Collected data
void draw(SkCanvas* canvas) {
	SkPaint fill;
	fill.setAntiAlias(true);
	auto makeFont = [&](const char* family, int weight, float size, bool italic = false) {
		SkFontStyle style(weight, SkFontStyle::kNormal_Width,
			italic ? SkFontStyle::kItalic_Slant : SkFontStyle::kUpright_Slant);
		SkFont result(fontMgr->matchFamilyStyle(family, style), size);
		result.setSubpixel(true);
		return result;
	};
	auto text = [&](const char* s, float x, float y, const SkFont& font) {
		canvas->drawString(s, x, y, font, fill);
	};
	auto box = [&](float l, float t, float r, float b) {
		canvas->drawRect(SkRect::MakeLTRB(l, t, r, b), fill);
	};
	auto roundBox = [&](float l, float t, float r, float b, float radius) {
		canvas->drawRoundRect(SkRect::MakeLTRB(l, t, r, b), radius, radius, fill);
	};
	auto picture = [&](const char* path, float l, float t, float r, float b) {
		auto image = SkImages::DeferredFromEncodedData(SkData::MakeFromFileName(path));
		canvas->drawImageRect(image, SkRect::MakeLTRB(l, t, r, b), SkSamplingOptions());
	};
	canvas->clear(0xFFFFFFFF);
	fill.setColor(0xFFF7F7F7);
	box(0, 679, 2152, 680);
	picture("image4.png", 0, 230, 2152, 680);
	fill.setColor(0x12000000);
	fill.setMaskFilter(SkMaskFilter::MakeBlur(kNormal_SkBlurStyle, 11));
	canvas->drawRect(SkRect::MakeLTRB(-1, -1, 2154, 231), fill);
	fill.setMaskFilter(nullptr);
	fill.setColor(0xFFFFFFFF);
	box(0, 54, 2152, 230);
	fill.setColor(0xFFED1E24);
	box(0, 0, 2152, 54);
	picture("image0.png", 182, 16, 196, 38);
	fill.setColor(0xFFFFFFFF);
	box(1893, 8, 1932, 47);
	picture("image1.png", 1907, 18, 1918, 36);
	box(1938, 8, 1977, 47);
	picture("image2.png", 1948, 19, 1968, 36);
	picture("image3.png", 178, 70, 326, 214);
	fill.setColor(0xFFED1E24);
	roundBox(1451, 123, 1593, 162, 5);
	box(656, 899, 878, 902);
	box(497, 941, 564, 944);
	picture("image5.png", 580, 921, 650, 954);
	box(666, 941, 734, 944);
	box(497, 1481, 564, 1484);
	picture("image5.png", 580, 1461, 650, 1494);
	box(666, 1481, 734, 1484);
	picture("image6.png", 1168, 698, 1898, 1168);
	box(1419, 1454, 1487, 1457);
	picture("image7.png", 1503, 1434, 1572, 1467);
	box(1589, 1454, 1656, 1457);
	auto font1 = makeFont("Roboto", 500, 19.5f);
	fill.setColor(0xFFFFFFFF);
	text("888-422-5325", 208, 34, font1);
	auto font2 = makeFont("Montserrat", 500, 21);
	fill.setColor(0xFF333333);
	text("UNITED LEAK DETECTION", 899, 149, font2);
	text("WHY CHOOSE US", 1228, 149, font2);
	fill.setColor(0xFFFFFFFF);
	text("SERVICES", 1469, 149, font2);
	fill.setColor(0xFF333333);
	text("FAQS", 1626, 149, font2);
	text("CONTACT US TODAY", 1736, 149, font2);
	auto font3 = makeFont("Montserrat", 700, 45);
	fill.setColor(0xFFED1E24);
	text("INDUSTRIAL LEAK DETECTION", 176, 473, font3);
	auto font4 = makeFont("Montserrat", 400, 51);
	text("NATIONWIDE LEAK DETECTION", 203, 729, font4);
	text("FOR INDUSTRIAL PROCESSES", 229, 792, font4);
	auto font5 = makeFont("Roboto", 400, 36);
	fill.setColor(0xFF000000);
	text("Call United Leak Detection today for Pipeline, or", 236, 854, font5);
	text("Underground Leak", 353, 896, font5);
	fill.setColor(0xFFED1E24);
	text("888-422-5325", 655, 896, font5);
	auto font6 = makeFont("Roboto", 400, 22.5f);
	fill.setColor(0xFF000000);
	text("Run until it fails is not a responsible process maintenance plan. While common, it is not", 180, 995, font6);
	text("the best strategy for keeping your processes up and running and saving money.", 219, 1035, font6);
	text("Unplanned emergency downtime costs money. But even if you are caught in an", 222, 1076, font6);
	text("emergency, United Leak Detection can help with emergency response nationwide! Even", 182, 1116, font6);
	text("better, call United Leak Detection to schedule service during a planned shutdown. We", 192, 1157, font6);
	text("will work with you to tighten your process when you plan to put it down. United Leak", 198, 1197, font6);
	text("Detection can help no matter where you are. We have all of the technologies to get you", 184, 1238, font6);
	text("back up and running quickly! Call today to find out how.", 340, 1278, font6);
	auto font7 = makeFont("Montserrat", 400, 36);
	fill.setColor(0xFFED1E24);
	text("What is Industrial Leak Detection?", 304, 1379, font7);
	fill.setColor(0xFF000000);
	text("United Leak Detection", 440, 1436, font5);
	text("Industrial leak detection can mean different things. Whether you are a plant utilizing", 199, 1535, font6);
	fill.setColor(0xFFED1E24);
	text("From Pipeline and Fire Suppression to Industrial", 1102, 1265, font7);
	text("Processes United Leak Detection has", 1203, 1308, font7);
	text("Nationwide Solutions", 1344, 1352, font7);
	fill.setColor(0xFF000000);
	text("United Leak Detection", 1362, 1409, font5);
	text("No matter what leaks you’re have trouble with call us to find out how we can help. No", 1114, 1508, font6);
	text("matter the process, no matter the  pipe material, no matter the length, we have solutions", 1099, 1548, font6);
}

- **WHAT THE EXERCISE ASKS**
Check each line above for the string "result" and copy those that have it.

- **SOLUTION**
		SkFont result(fontMgr->matchFamilyStyle(family, style), size);
		result.setSubpixel(true);
		return result;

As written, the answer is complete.